In the absence of experienced Andrew Strauss, England banks on Kevin Pietersen to show the way to survive on Indian tracks. Gilchrist endorses the fact, saying: “Kevin Pietersen is one of the top batsmen in the world. England will be better off with him in the side,” the Aussie said, turning attention to another dimension over his recall.

Gilchrist reasoned. “Cricket is not only about skill, it is also about relationship in a group and it is up to the team to ensure that all relationships are directed towards a common goal. Kevin and England will have to address that.” Preparing wickets to suit home team strengths is par for the course, said the Aussie.

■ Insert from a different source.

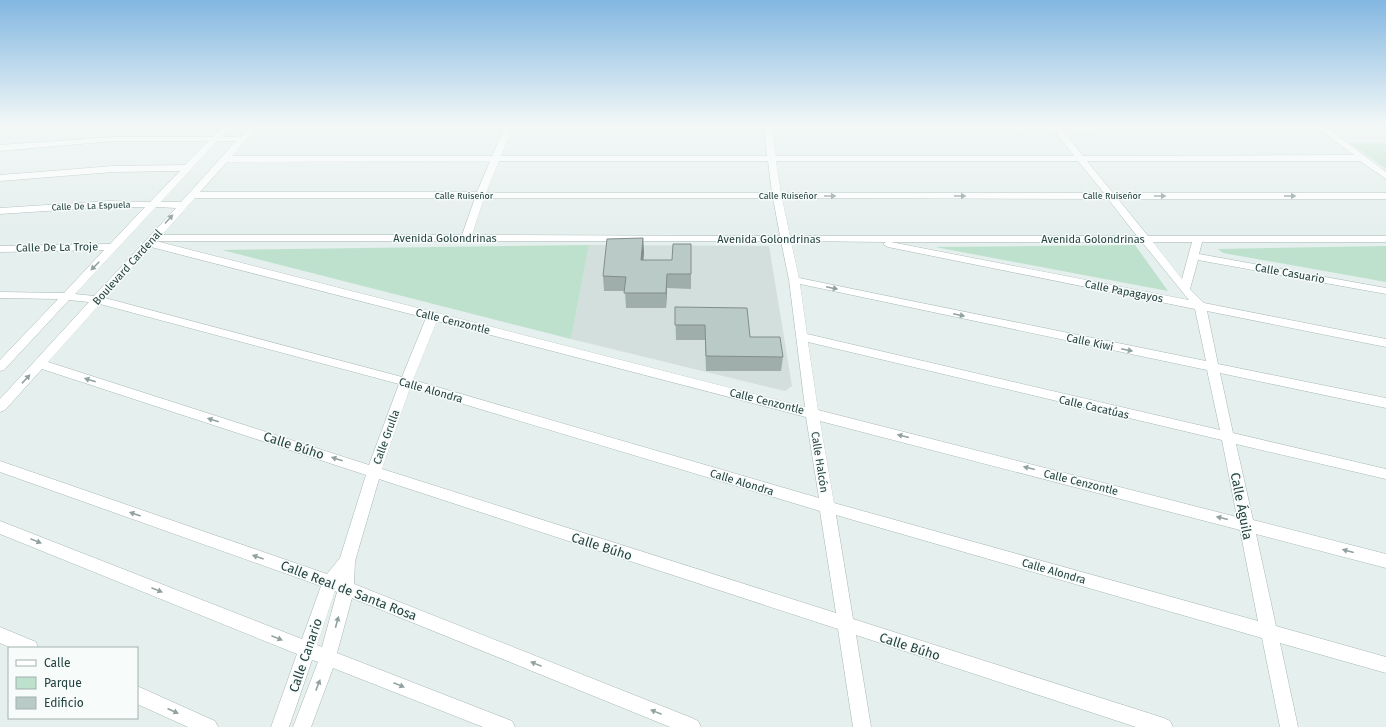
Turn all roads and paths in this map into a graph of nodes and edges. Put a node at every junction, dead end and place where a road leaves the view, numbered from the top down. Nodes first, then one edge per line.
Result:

“It will be a sad day for cricket if playing conditions are standardised. Different wicket for every Test match, at times track changes character within the game, grounds have different dimensions around the world, it is part of the challenge. Test cricket is about assessing skills in varied conditions, playing on different wickets.”

Gilchrist pointed out that England will be prepared to battle on spin-friendly wickets in India. “I don’t know of any foreign cricketer stepping off the plane in India and caught by surprise on finding a turning track. Nor should an Indian be surprised on landing in England and facing different wickets.”